BEGIN MATERIAL SUPPLIED

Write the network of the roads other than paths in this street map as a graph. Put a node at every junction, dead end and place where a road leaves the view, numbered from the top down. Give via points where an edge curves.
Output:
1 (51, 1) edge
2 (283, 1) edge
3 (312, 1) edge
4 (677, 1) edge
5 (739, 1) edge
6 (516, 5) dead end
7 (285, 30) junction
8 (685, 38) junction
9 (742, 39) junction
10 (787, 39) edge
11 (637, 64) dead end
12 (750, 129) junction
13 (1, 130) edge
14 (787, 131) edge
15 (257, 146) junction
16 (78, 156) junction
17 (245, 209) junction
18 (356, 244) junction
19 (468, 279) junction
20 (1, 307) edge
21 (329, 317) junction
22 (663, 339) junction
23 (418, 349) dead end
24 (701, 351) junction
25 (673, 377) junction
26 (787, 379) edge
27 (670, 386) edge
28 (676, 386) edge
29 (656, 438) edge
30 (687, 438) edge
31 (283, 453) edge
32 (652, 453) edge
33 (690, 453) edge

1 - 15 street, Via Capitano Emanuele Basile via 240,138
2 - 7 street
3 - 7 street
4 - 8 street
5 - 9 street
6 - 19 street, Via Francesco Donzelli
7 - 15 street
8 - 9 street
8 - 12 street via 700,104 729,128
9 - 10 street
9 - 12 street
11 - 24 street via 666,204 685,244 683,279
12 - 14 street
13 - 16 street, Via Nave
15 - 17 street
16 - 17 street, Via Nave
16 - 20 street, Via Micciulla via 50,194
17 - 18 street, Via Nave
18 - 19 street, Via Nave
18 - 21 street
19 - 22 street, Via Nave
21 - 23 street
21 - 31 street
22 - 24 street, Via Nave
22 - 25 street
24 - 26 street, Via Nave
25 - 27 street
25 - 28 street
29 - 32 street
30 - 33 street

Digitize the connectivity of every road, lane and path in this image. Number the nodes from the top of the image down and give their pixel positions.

END MATERIAL SUPPLIED
BEGIN MATERIAL SUPPLIED

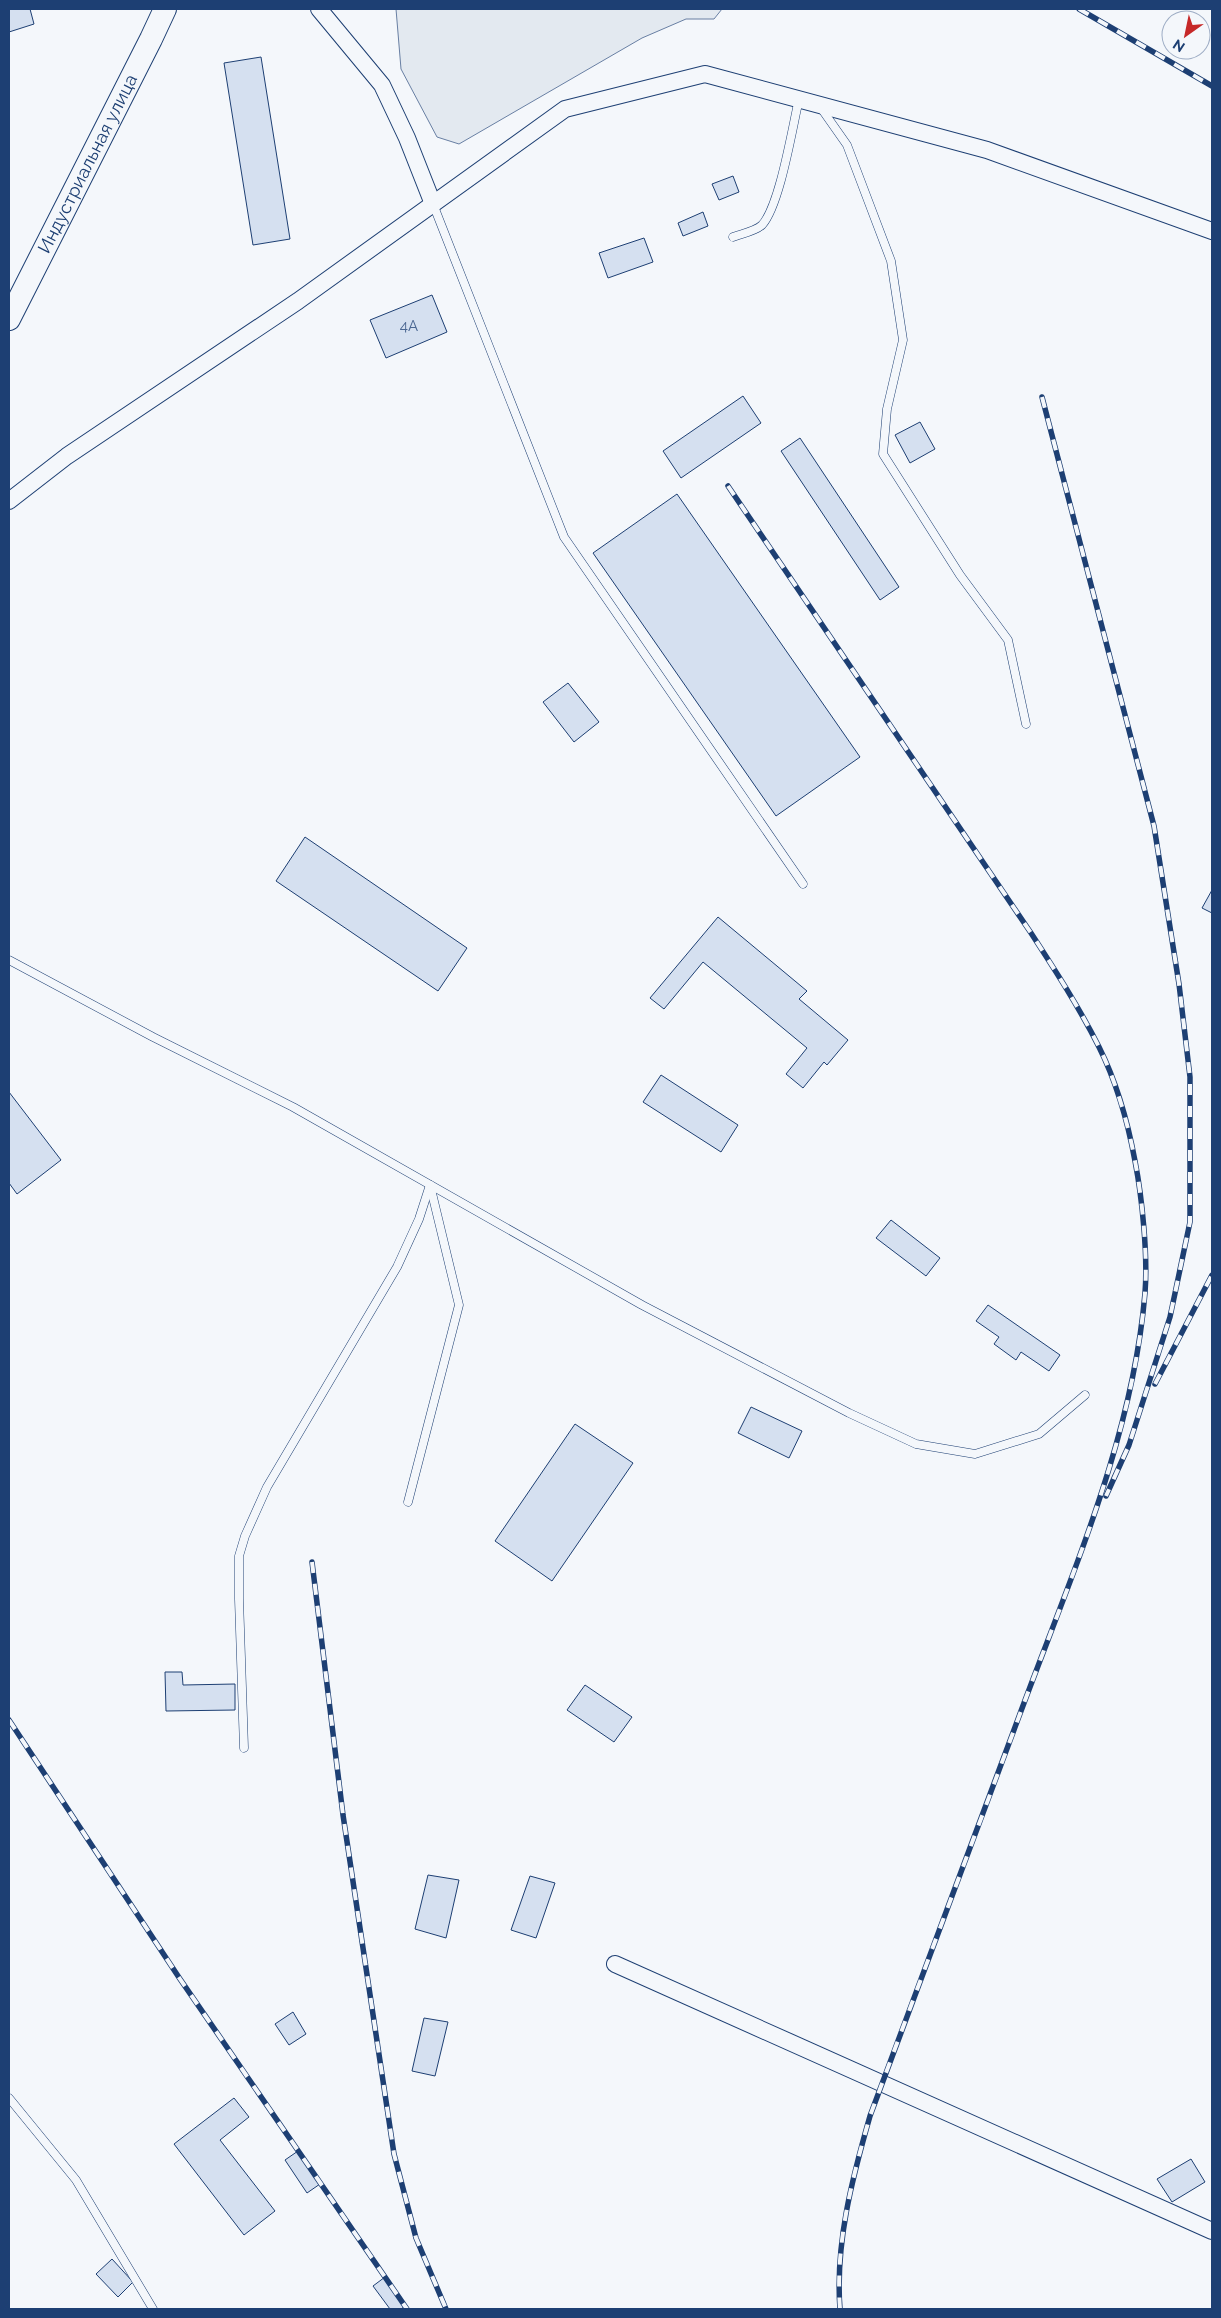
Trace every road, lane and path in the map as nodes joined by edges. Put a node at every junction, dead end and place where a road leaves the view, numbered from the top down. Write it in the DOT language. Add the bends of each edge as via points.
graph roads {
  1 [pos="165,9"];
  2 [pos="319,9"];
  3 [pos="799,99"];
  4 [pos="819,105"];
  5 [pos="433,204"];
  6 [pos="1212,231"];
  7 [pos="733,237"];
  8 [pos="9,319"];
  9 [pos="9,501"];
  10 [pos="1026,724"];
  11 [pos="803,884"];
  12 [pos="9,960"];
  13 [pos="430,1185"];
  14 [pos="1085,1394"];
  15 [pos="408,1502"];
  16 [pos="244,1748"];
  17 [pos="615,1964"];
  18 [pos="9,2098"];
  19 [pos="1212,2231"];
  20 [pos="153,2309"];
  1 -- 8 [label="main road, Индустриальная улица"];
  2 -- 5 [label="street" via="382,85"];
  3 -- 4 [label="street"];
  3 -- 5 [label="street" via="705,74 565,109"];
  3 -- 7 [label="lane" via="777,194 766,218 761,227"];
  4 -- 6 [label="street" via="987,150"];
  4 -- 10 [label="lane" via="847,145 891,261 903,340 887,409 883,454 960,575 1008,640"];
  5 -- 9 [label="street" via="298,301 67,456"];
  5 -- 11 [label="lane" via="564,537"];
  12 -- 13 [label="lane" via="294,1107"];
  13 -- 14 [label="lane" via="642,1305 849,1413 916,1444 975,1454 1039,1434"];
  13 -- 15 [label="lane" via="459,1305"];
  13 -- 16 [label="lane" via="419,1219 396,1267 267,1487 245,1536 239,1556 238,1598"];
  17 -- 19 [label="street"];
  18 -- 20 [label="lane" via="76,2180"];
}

END MATERIAL SUPPLIED
BEGIN MATERIAL SUPPLIED

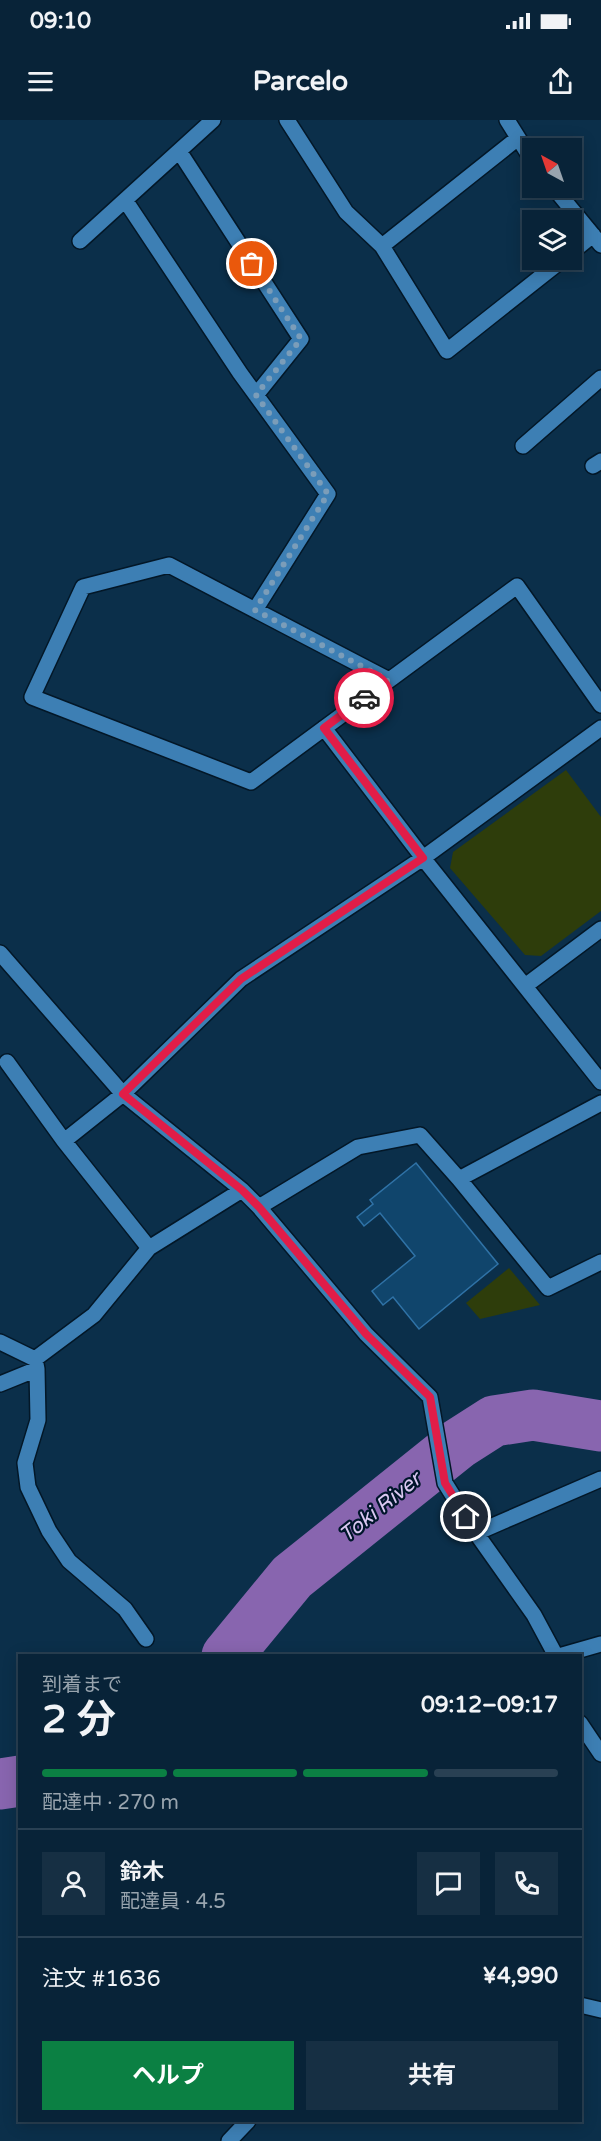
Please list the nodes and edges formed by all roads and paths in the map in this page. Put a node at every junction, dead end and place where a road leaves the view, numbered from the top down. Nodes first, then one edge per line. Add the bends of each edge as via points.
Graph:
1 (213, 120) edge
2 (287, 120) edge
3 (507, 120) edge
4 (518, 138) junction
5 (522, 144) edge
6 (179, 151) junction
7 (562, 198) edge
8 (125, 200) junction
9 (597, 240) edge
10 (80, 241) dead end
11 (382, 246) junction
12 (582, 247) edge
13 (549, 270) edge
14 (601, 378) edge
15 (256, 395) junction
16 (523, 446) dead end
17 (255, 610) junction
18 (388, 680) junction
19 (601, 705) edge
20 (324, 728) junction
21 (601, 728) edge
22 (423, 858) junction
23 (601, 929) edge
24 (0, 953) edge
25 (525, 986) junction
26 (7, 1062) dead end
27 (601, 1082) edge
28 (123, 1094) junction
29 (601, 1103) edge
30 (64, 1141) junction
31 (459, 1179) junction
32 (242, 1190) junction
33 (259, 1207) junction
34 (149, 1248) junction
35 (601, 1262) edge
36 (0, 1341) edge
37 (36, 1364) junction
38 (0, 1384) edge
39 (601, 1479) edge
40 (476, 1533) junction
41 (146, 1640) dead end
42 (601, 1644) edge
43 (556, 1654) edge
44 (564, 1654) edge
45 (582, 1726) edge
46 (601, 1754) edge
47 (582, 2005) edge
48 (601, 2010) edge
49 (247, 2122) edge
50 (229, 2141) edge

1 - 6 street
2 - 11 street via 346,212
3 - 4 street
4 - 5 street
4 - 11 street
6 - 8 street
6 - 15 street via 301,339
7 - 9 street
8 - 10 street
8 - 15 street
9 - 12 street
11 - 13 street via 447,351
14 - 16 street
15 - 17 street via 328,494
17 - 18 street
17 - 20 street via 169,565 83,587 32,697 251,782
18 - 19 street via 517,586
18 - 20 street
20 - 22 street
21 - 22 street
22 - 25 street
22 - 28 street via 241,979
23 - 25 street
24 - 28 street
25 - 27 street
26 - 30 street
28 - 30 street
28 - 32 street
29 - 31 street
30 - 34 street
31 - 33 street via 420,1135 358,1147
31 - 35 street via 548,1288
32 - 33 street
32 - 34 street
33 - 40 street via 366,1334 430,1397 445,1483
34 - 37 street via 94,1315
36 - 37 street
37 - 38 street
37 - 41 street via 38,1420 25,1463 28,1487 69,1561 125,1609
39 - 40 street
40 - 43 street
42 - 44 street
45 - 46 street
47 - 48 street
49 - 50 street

END MATERIAL SUPPLIED

#### EXERCISE
Pull every line containing "this" out of the data above.

#### EXERCISE ANSWER
Write the network of the roads other than paths in this street map as a graph. Put a node at every junction, dead end and place where a road leaves the view, numbered from the top down. Give via points where an edge curves.
Digitize the connectivity of every road, lane and path in this image. Number the nodes from the top of the image down and give their pixel positions.
Please list the nodes and edges formed by all roads and paths in the map in this page. Put a node at every junction, dead end and place where a road leaves the view, numbered from the top down. Nodes first, then one edge per line. Add the bends of each edge as via points.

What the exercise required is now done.